======== Source material
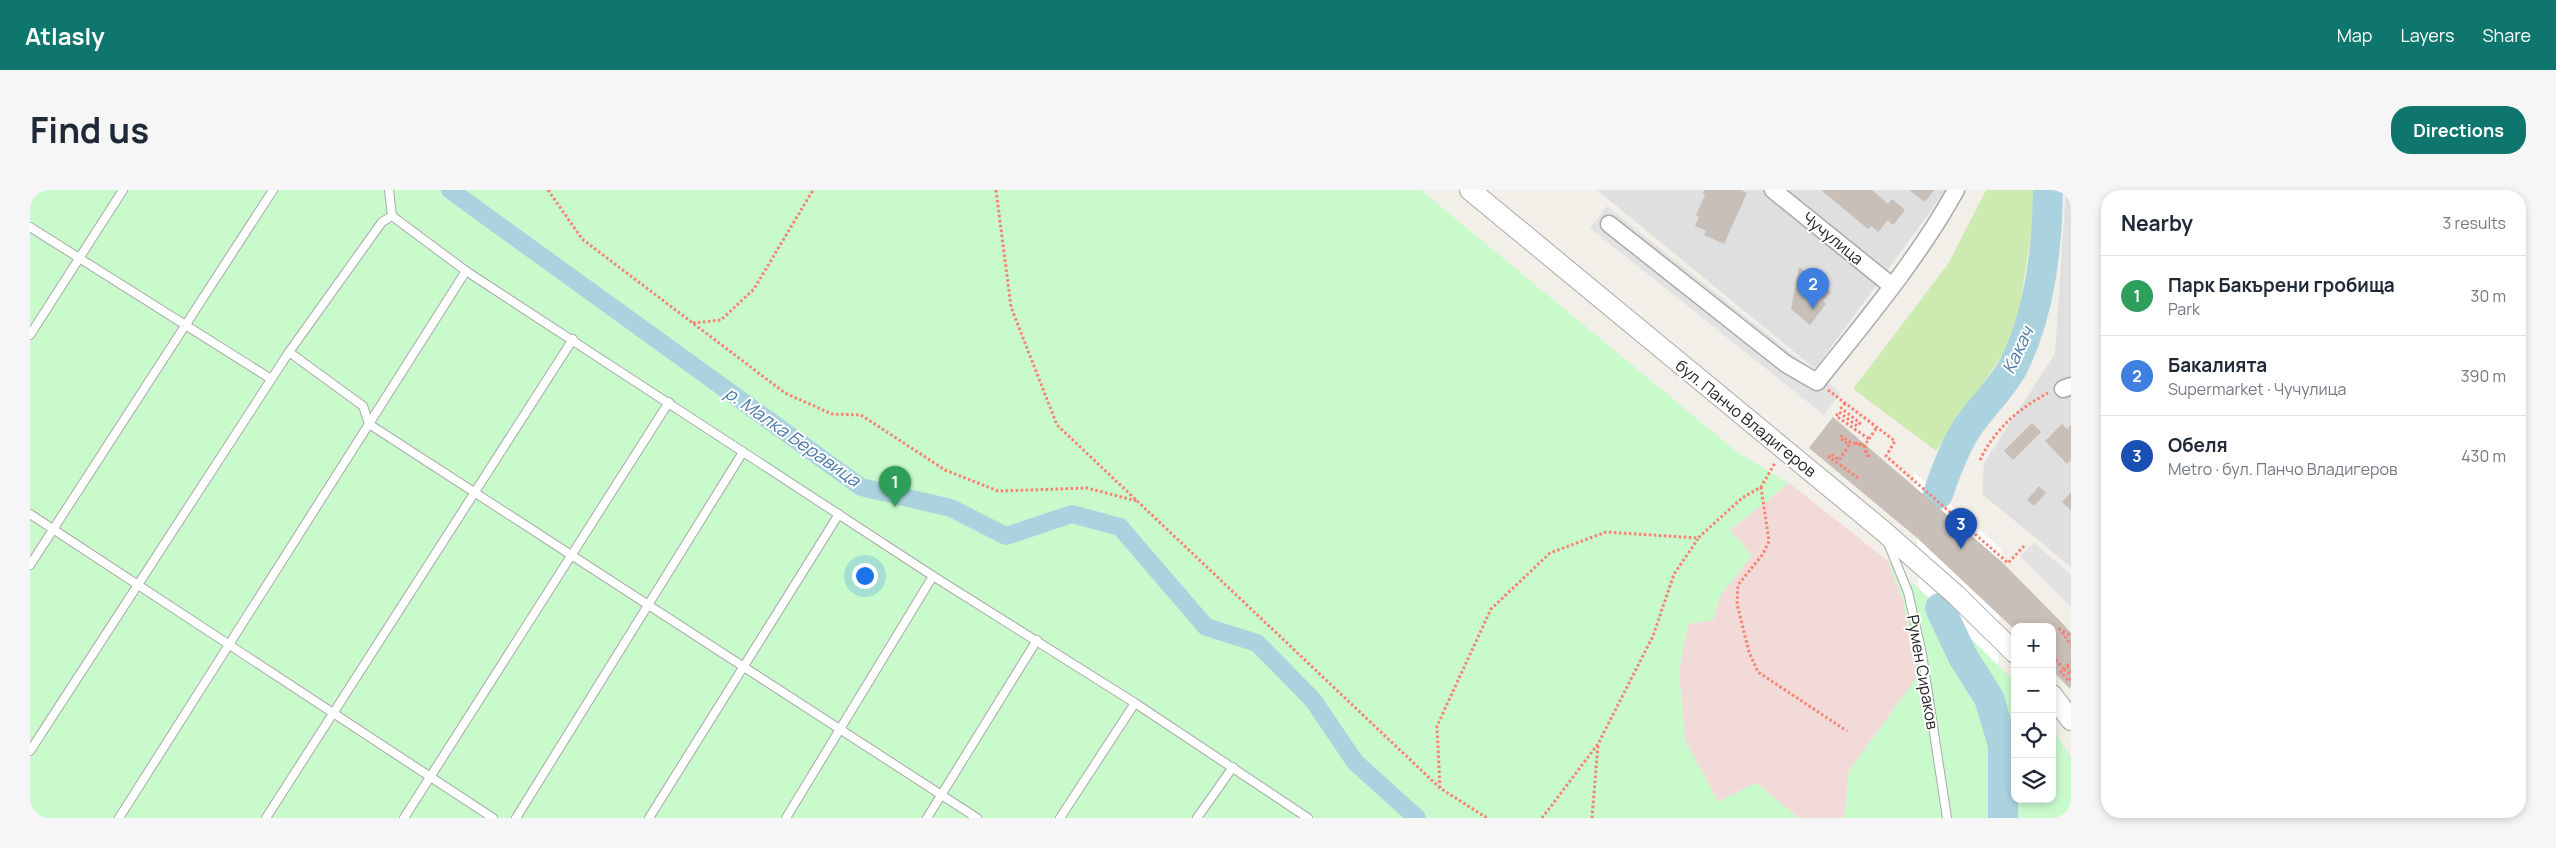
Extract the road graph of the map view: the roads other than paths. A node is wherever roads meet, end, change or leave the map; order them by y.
1 (124, 190) edge
2 (273, 190) edge
3 (389, 190) edge
4 (1470, 190) edge
5 (1773, 190) edge
6 (1956, 190) edge
7 (392, 216) junction
8 (1609, 224) dead end
9 (30, 227) edge
10 (80, 258) junction
11 (466, 271) junction
12 (1892, 286) junction
13 (185, 325) junction
14 (30, 335) edge
15 (573, 339) junction
16 (289, 352) junction
17 (271, 380) junction
18 (668, 402) junction
19 (369, 424) junction
20 (743, 452) junction
21 (475, 492) junction
22 (30, 514) edge
23 (839, 514) junction
24 (53, 529) junction
25 (1882, 530) junction
26 (571, 555) junction
27 (30, 566) edge
28 (933, 576) junction
29 (138, 585) junction
30 (648, 604) junction
31 (1037, 640) junction
32 (229, 645) junction
33 (2011, 649) edge
34 (744, 666) junction
35 (2056, 700) edge
36 (1135, 703) junction
37 (333, 713) junction
38 (2071, 720) edge
39 (840, 729) junction
40 (30, 751) edge
41 (1233, 767) junction
42 (430, 777) junction
43 (941, 795) junction
44 (120, 818) edge
45 (266, 818) edge
46 (404, 818) edge
47 (493, 818) edge
48 (516, 818) edge
49 (649, 818) edge
50 (786, 818) edge
51 (927, 818) edge
52 (978, 818) edge
53 (1060, 818) edge
54 (1197, 818) edge
55 (1308, 818) edge
56 (1947, 818) edge

1 - 10 lane
2 - 13 lane
3 - 7 lane
4 - 25 street, бул. Панчо Владигеров
5 - 12 street, Чучулица
6 - 12 street
7 - 11 lane
7 - 16 lane
8 - 12 street
9 - 10 lane
10 - 13 lane
10 - 14 lane
11 - 15 lane
11 - 19 lane
13 - 17 lane
13 - 24 lane
15 - 18 lane
15 - 21 lane
16 - 17 lane
16 - 19 lane
17 - 29 lane
18 - 20 lane
18 - 26 lane
19 - 21 lane
19 - 32 lane
20 - 23 lane
20 - 30 lane
21 - 26 lane
21 - 37 lane
22 - 24 lane
23 - 28 lane
23 - 34 lane
24 - 27 lane
24 - 29 lane
25 - 33 street, бул. Панчо Владигеров
25 - 56 lane, Румен Сираков
26 - 30 lane
26 - 42 lane
28 - 31 lane
28 - 39 lane
29 - 32 lane
29 - 40 lane
30 - 34 lane
30 - 48 lane
31 - 36 lane
31 - 43 lane
32 - 37 lane
32 - 44 lane
34 - 39 lane
34 - 49 lane
35 - 38 street
36 - 41 lane
36 - 53 lane
37 - 42 lane
37 - 45 lane
39 - 43 lane
39 - 50 lane
41 - 54 lane
41 - 55 lane
42 - 46 lane
42 - 47 lane
43 - 51 lane
43 - 52 lane

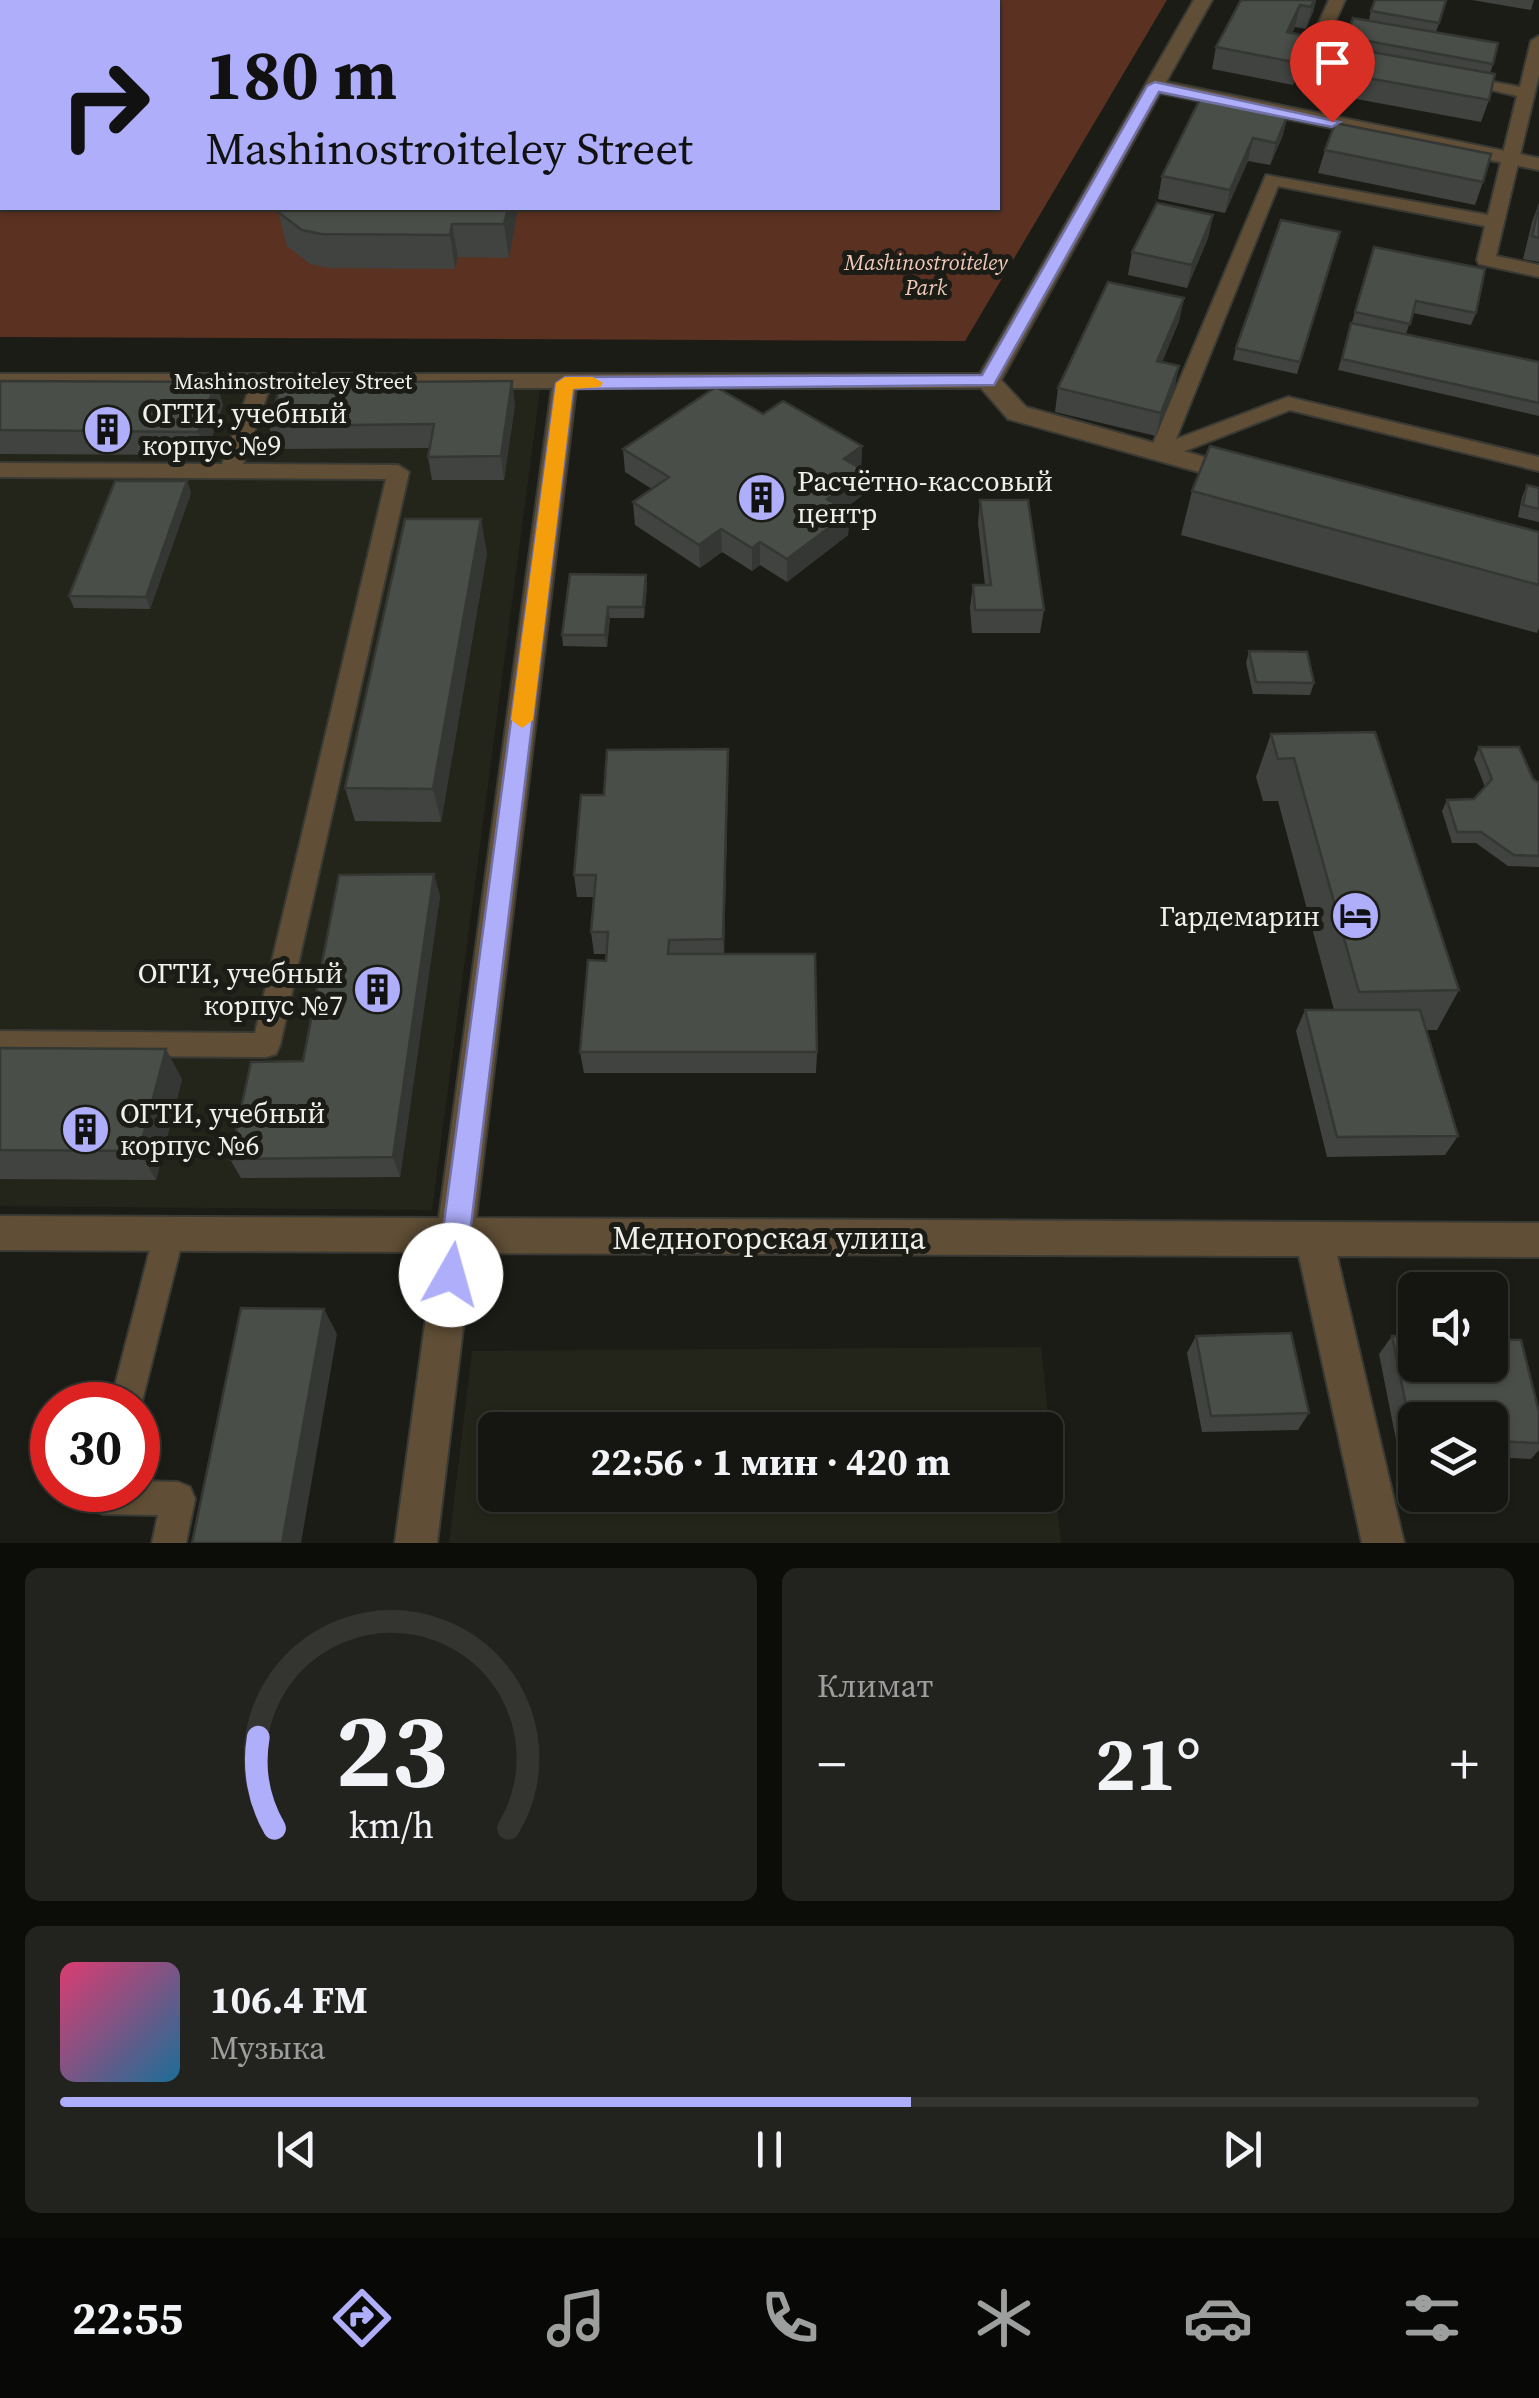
================
Exercise brief:
Give back all of the entries verbatim, but without pictures.

Output for this exercise:
Extract the road graph of the map view: the roads other than paths. A node is wherever roads meet, end, change or leave the map; order them by y.
1 (124, 190) edge
2 (273, 190) edge
3 (389, 190) edge
4 (1470, 190) edge
5 (1773, 190) edge
6 (1956, 190) edge
7 (392, 216) junction
8 (1609, 224) dead end
9 (30, 227) edge
10 (80, 258) junction
11 (466, 271) junction
12 (1892, 286) junction
13 (185, 325) junction
14 (30, 335) edge
15 (573, 339) junction
16 (289, 352) junction
17 (271, 380) junction
18 (668, 402) junction
19 (369, 424) junction
20 (743, 452) junction
21 (475, 492) junction
22 (30, 514) edge
23 (839, 514) junction
24 (53, 529) junction
25 (1882, 530) junction
26 (571, 555) junction
27 (30, 566) edge
28 (933, 576) junction
29 (138, 585) junction
30 (648, 604) junction
31 (1037, 640) junction
32 (229, 645) junction
33 (2011, 649) edge
34 (744, 666) junction
35 (2056, 700) edge
36 (1135, 703) junction
37 (333, 713) junction
38 (2071, 720) edge
39 (840, 729) junction
40 (30, 751) edge
41 (1233, 767) junction
42 (430, 777) junction
43 (941, 795) junction
44 (120, 818) edge
45 (266, 818) edge
46 (404, 818) edge
47 (493, 818) edge
48 (516, 818) edge
49 (649, 818) edge
50 (786, 818) edge
51 (927, 818) edge
52 (978, 818) edge
53 (1060, 818) edge
54 (1197, 818) edge
55 (1308, 818) edge
56 (1947, 818) edge

1 - 10 lane
2 - 13 lane
3 - 7 lane
4 - 25 street, бул. Панчо Владигеров
5 - 12 street, Чучулица
6 - 12 street
7 - 11 lane
7 - 16 lane
8 - 12 street
9 - 10 lane
10 - 13 lane
10 - 14 lane
11 - 15 lane
11 - 19 lane
13 - 17 lane
13 - 24 lane
15 - 18 lane
15 - 21 lane
16 - 17 lane
16 - 19 lane
17 - 29 lane
18 - 20 lane
18 - 26 lane
19 - 21 lane
19 - 32 lane
20 - 23 lane
20 - 30 lane
21 - 26 lane
21 - 37 lane
22 - 24 lane
23 - 28 lane
23 - 34 lane
24 - 27 lane
24 - 29 lane
25 - 33 street, бул. Панчо Владигеров
25 - 56 lane, Румен Сираков
26 - 30 lane
26 - 42 lane
28 - 31 lane
28 - 39 lane
29 - 32 lane
29 - 40 lane
30 - 34 lane
30 - 48 lane
31 - 36 lane
31 - 43 lane
32 - 37 lane
32 - 44 lane
34 - 39 lane
34 - 49 lane
35 - 38 street
36 - 41 lane
36 - 53 lane
37 - 42 lane
37 - 45 lane
39 - 43 lane
39 - 50 lane
41 - 54 lane
41 - 55 lane
42 - 46 lane
42 - 47 lane
43 - 51 lane
43 - 52 lane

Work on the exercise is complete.